In terms of energy density, the research team expects to obtain 1.36 milliwatt-hours per cm3, about 2 times the energy density of activated carbon ultracapacitors and a density comparable to lithium-ion thin layer high power.
A micro-supercapacitor LSG with exceptional power
The electrodes Laser Scribed Graphene (LSG) exhibit ultrahigh energy density values with different electrolytes tested while maintaining a high power density and excellent stability during charge / discharge cycles of the supercapacitor. In addition, micro-supercapacitors LSG maintain excellent electrochemical characteristics when subjected to a high mechanical stress. A very interesting feature for flexible electronics.
The open network structure of the electrodes LSG minimizes the diffusion path of electrolyte ions, which is crucial for the charging capacity of the supercapacitor. This can be explained by the fact that the graphene sheets are flat and therefore easily accessible, while the surface of the activated carbon consists of very small pores which limit the diffusion of ions. This means that LSG supercapacitors have the ability to deliver extremely high power in a short time.
A supercapacitor sturdy, pliable and not very expensive to produce
LSG electrodes are mechanically robust and show high conductivity (> 1700 S / m) compared to activated carbon electrodes (10-100 S / m). This means that RSV electrodes may be directly used as electrodes for supercapacitor without the need for binders or current collector as is the case for conventional supercapacitors using activated carbon.

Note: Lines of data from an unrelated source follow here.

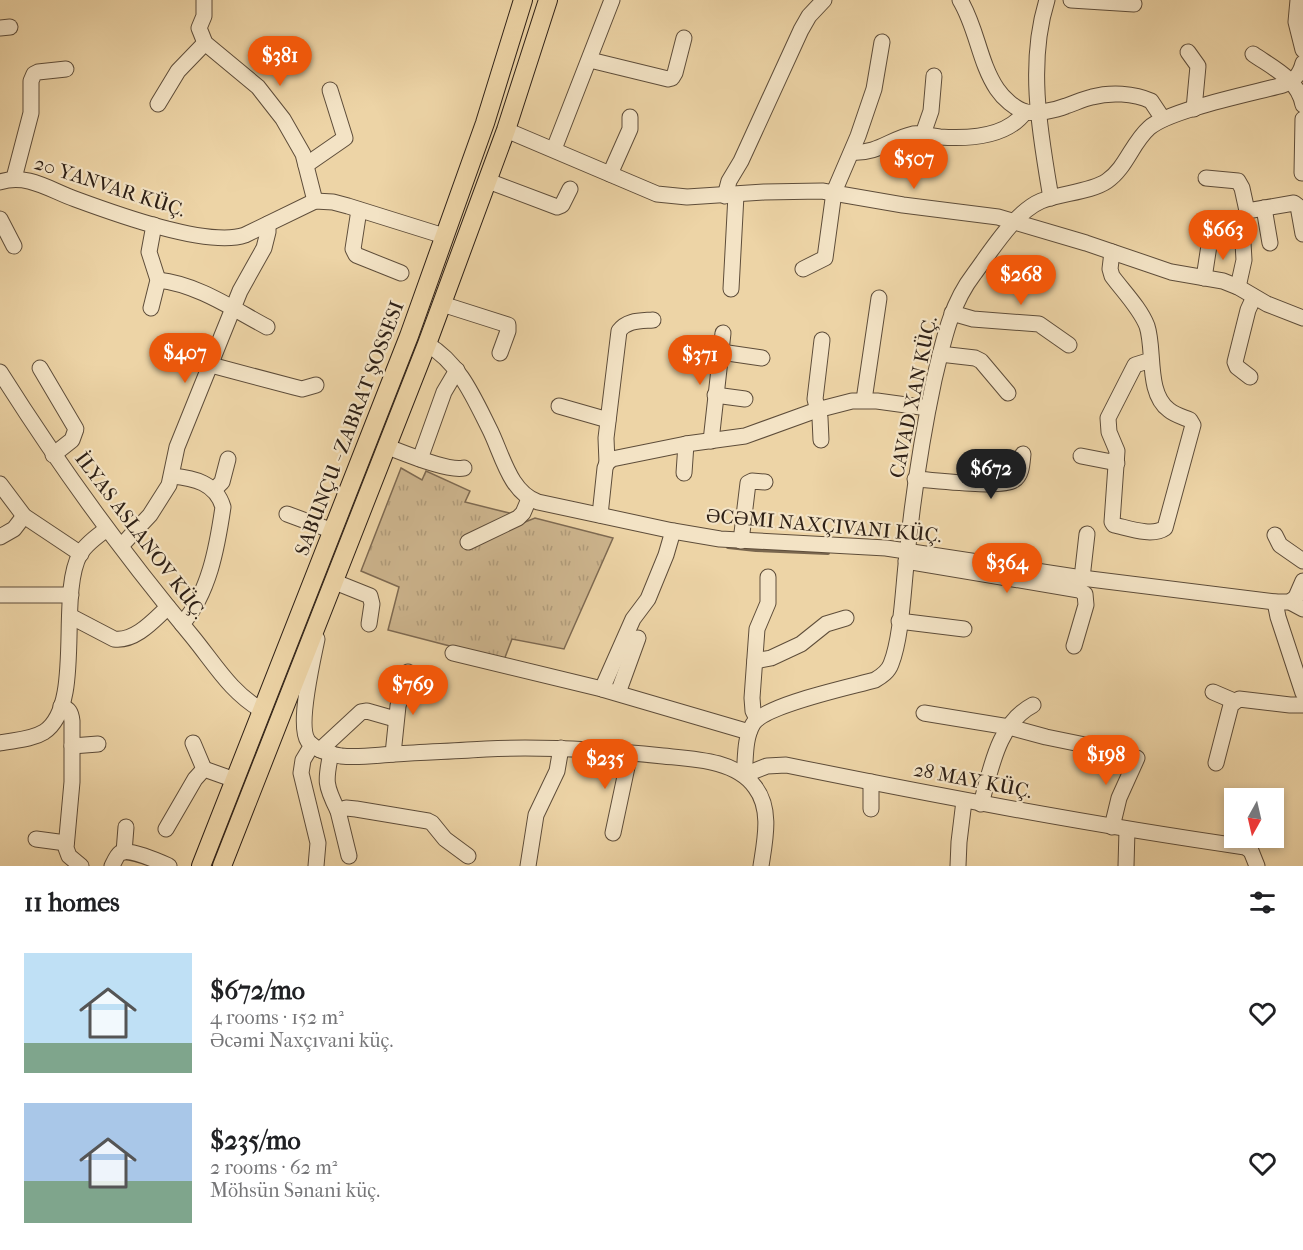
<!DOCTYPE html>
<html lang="en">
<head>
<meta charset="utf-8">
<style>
	body { margin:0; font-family:"IM FELL French Canon",serif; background:#f6f6f6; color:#202124; height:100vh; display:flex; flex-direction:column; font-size:22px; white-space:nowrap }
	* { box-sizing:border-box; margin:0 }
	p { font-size:20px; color:#757577 }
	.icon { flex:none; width:33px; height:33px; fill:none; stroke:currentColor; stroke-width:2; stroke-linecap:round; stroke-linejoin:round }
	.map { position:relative; height:866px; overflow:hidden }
	.details { display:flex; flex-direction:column; background:#fff; flex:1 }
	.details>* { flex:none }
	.needle { width:39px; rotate:188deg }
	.buttons { position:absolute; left:1224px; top:788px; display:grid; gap:12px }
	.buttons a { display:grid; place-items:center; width:60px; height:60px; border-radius:0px; background:#fff; box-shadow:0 3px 9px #0003; font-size:30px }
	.price { position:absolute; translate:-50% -51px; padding:0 14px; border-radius:21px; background:#ea580c; color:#fff; font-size:20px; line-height:39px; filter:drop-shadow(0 2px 3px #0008) }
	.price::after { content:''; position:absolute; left:50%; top:36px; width:18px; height:14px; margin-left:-9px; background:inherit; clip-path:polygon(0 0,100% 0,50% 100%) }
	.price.current { background:#222; color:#fff }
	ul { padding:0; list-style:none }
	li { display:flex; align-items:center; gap:18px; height:150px; padding:0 24px }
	li span { display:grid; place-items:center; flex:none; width:168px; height:120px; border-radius:0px; color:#555 }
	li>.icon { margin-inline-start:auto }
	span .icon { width:72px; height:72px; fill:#fffc; stroke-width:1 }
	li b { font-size:26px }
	h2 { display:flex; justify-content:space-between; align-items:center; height:72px; padding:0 24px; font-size:26px }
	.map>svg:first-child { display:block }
	.park { fill:url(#park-tufts); stroke:#7e6a52; stroke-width:1.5 }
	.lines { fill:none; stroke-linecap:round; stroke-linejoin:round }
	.stream { stroke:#7a674f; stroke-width:4 }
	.minor-casing { stroke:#5e4d3a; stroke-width:17 }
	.major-casing { stroke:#2e2016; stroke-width:20 }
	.minor { stroke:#f3e3c5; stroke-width:15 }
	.major { stroke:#edd4a6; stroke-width:18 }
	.labels { text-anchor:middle; stroke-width:4.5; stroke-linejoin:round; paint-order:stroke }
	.street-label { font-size:20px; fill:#2e2016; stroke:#f3e3c5 }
</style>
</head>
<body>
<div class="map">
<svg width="1303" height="866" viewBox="0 0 1303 866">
	<defs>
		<pattern id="park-tufts" width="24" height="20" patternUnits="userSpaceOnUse" patternTransform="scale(1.5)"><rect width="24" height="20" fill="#cdb58e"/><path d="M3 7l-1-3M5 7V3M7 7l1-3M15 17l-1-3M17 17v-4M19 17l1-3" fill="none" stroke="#b09b7a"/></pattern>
	</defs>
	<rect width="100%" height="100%" fill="#edd4a6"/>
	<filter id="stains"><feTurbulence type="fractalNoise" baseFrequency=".00333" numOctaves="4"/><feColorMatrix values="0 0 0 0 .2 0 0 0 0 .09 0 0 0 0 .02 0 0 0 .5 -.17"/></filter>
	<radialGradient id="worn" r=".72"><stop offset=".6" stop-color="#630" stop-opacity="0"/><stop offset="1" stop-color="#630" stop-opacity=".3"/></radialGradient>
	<polygon class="park" points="401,468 422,480 426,471 470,491 465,502 509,513 515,526 535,518 613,538 564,649 512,639 504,660 388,630 399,587 361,571"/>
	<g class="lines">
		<polyline class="stream" points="728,547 756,550 828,553"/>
		<g class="minor-casing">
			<g id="minor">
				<polyline points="204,0 204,16 199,28 205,43 258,87 283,119 303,154 315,201"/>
				<path d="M960,0C977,28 979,62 997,89C1003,98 1015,109 1026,112C1037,114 1056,110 1066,106C1075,103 1083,99 1092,97C1110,92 1134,93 1151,101L1163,119"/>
				<path d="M1047,0C1027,64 1040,133 1051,198"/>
				<polyline points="1071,0 1134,4"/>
				<polyline points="1298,0 1296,22 1303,50"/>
				<polyline points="0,28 10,27"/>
				<polyline points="1188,52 1198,66 1194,109"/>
				<path d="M1253,54C1273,68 1298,79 1303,105"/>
				<polyline points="590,60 668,79 672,78 675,73 684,38"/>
				<polyline points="158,104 178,71 205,43"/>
				<polyline points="506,130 657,194 687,197 764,192 822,191 903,205 998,217 1086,243 1171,272 1223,281 1238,287 1267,304 1303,318"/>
				<polyline points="923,134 931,111 934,76"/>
				<polyline points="554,149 612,0"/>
				<path d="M852,152C878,154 890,139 913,134C922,133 931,136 940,137C969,139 1007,137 1025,112"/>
				<polyline points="306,165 345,138 330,90"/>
				<polyline points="1302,173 1303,119"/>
				<polyline points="610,174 630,129 630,117"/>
				<polyline points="14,178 31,113 31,81 34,74 38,72 66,69"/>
				<polyline points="1206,178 1238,181 1242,188 1247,211"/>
				<polyline points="488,181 557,207 562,205 570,189"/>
				<path d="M0,182C27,173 50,190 75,199C113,213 208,248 245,235L315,201L333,202L348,206L444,236"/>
				<polyline points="725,196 729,181 741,161 801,30 809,16 824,0"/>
				<polyline points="1264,208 1270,243"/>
				<polyline points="359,210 353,249 356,255 401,273"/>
				<polyline points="0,219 14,246"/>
				<path d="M1112,252L1110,269L1112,276C1123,291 1140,308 1147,326C1155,350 1146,393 1169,410C1175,415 1183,417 1190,420L1193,425L1165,528C1152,537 1128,528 1114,525L1112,522L1117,451L1109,432L1108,418L1135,365L1151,360"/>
				<polyline points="803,269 825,258 834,192 858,136 874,89 882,42"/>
				<polyline points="1204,278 1210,239"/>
				<path d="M158,280C197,284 233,309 267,327"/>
				<polyline points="1238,287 1244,260 1242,225 1247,211 1294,203 1298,206 1303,234"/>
				<polyline points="731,289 736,195"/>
				<polyline points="442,304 508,325 508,331 500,353"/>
				<polyline points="151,308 158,280 149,252 154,225"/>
				<polyline points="952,313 973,319 1039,324 1069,345"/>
				<path d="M427,344C459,363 473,396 489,428C502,453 509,492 538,502L673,531L720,539L886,548L1082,578L1275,602H1290L1303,609"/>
				<polyline points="721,352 762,358"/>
				<polyline points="940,354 975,358 981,361 1008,393"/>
				<polyline points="211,365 294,387 302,389 316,385"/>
				<polyline points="40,368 76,429 72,440 53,455"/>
				<path d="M0,372C58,464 121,551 191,635C215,664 230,692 263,711"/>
				<polyline points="1250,377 1237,367 1235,362 1248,310 1254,297"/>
				<polyline points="715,395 745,399"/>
				<polyline points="864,400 879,298"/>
				<polyline points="559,406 608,420"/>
				<polyline points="821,440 820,418 815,399 822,340"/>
				<polyline points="711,441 723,333"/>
				<path d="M388,447C404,453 449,472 464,468"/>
				<polyline points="1081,456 1117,463"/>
				<polyline points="420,459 444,392 457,370"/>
				<path d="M607,463L606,438L619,331C627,320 640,321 653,320"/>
				<polyline points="684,473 686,444"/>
				<path d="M172,476C194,478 216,483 223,507C217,548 209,593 182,624"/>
				<path d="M915,479C933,480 1003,489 1014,480C1022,475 1022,463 1023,454"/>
				<polyline points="0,484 24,516 81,554"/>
				<polyline points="214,490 222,482 228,459"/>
				<polyline points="287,514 333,531"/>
				<polyline points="600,515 605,468 607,463 612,459 686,444 745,436 817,410 852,401 877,401 928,408"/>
				<polyline points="1275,535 1280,545 1303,561"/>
				<polyline points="0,537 14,529 24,516"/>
				<polyline points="741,541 748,483 752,481 765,482"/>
				<polyline points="468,542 518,518 523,513 529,499"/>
				<polyline points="121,546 150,515 169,485 177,447 240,291 264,248 268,232 268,224"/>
				<polyline points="906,561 1079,590 1085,594 1086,605 1074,646"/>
				<polyline points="1082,578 1087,534"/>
				<polyline points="335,582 370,596 372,604 369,624"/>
				<polyline points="0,595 71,595"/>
				<polyline points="1275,602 1278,617 1303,693"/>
				<polyline points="1290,602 1296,597 1303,581"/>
				<path d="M70,616L114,639C135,642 154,620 168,607"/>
				<polyline points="899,621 964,629"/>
				<path d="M317,639C313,659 297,726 308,741C315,750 330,754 341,756C359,758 377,755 395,754C425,752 456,751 486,749C545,746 604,750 663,756C693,759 736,760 755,787C772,809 765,840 761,866"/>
				<polyline points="453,653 602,689 749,732"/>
				<polyline points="755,661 771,658 801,644 826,624 846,618"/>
				<polyline points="602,689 633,619 648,599 666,555 673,531"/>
				<polyline points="1213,692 1234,701"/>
				<polyline points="618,693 638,638"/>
				<path d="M61,706C69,709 71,712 72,721V782L66,848L69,856L81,866"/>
				<polyline points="924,713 1009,727 1046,737 1090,746"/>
				<polyline points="757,719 753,711 752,698 757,629 768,603 768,577"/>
				<path d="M0,743C15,740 31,740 44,732C85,705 57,596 80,554C86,544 97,536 107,529"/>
				<polyline points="193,743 204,769"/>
				<polyline points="312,745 303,760 301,773 318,843 316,866"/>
				<polyline points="72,746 98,744"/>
				<polyline points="320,750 361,712 367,711 395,719"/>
				<path d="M331,753C325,781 325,785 338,811L346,808L356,809L428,821L432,823L445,839L468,856"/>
				<polyline points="393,754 398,706 408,672"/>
				<polyline points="1216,763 1231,705 1239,699 1290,705 1303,705"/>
				<path d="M744,775C746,759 744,739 753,724C764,705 850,687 875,680C882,676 888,672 891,664C901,639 903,593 906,565C912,503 921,441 934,380C943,343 950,305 974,274C991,251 1015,212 1041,201C1061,193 1091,192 1107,181C1126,168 1132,143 1149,128C1169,110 1254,93 1283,85C1294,81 1300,75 1303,63"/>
				<path d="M744,775L767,766L786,765C938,796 1091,825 1245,847L1251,851L1257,866"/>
				<polyline points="871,782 871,809"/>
				<path d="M981,804C991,769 998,723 1033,705"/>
				<polyline points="338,811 349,856"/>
				<polyline points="1112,827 1119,798 1137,758"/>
				<polyline points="166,829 195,779 204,769 235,780"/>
				<polyline points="613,833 630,753"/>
				<polyline points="36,839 66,843"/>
				<polyline points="124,852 126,827"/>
				<path d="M112,866C114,862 117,855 120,853C129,848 160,862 169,866"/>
				<polyline points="528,866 536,815 557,771 561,748"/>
				<polyline points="958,866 959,842 964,801"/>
				<polyline points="1126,866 1127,830"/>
			</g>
		</g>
		<g class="major-casing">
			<g id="major">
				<polyline points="201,866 409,336 485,123 523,0"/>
				<polyline points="222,866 427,344 506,130 548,0"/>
			</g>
		</g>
		<use href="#minor" class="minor"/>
		<use href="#major" class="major"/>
	</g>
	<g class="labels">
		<g class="street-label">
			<text transform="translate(110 186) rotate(18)" y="7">20 YANVAR KÜÇ.</text>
			<text transform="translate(913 397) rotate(-78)" y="7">CAVAD XAN KÜÇ.</text>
			<text transform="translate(349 428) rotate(-69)" y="7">SABUNÇU - ZABRAT ŞOSSESI</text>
			<text transform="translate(824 525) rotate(5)" y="7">ƏCƏMI NAXÇIVANI KÜÇ.</text>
			<text transform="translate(141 535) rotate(53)" y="7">İLYAS ASLANOV KÜÇ.</text>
			<text transform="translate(973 780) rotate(11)" y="7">28 MAY KÜÇ.</text>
		</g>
	</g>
	<rect width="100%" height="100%" filter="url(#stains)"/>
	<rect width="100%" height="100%" fill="url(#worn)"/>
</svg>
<div class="buttons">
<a><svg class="needle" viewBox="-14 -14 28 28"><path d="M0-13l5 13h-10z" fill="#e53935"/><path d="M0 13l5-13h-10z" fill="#757577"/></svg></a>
</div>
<b class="price" style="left:280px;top:87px">$381</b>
<b class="price" style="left:914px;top:190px">$507</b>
<b class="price" style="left:1223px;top:261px">$663</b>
<b class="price" style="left:1021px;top:306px">$268</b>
<b class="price" style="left:185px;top:384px">$407</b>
<b class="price" style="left:700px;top:386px">$371</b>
<b class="price current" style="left:991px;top:500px">$672</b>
<b class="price" style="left:1007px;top:594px">$364</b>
<b class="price" style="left:413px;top:716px">$769</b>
<b class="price" style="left:1106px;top:786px">$198</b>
<b class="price" style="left:605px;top:790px">$235</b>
</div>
<section class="details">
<h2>11 homes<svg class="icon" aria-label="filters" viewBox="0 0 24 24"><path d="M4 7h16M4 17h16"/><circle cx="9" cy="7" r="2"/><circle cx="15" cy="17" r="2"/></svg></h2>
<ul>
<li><span style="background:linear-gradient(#bfe0f5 75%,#7fa58c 0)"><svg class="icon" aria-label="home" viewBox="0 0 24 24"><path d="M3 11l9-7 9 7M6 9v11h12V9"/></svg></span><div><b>$672/mo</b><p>4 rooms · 152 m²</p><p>Əcəmi Naxçıvani küç.</p></div><svg class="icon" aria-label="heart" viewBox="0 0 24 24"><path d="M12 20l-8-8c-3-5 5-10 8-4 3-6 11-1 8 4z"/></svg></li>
<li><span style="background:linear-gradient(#a9c7e8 65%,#7fa58c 0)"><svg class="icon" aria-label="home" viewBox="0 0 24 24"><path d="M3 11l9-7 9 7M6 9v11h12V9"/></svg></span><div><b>$235/mo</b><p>2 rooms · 62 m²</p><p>Möhsün Sənani küç.</p></div><svg class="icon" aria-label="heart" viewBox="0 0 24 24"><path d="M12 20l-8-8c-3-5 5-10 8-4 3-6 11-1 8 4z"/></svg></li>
</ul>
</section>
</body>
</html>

These properties allow the electrodes LSG to act both as an active material and as current collector in the supercapacitor. Combining the two functions in a single layer leads to a simplified architecture and provides a cost-effective interesting for supercapacitors LSG.
Ultracapacitors commercially available consist of a separator sandwiched between two electrodes with liquid electrolyte, which is wound spirally and packed into a cylindrical container, is stacked in a button cell. Unfortunately, these supercapacitors architectures not only suffer from possible adverse electrolyte leakage, but the design also makes it difficult to use them for practical reasons in the flexible electronics field.
The research team replaced the liquid electrolyte with a polymer gel electrolyte also acts as a separator, which reduces the thickness and weight of the device and simplifies the manufacturing process because it does not require materials special packaging.
To assess in real conditions the potential of LSG supercapacitors for flexible storage, the research team placed a supercapacitor prototype LSG under constant mechanical stress to analyze its performance. Curiously, this had almost no effect on device performance. Only minor loss of 1% of the electrical resistance was observed after 1000 flex cycles.
"We attribute the performance and durability to the high mechanical flexibility of the electrodes and the interpenetrating network structure between the electrodes and the electrolyte gel LSG" said Kaner. "The electrolyte solidifies on the entire device and acts like a glue that holds the components of the assemblies supercapacitor."
The method improves the mechanical integrity and increases the life cycle of the device even when tested under extreme conditions.
This remarkable performance has never been made from commercial devices. These supercapacitors LSG could pave the way for energy storage systems ideal for the next generation of flexible and portable electronic devices.
Due to their enormous power density and better energy density ultracapacitors could revolutionize electric vehicles that could then be fully recharged in record time. Charging stations for high-speed electric car and also equipped with super capacitors should provide an equivalent cooldown time that we put to refuel.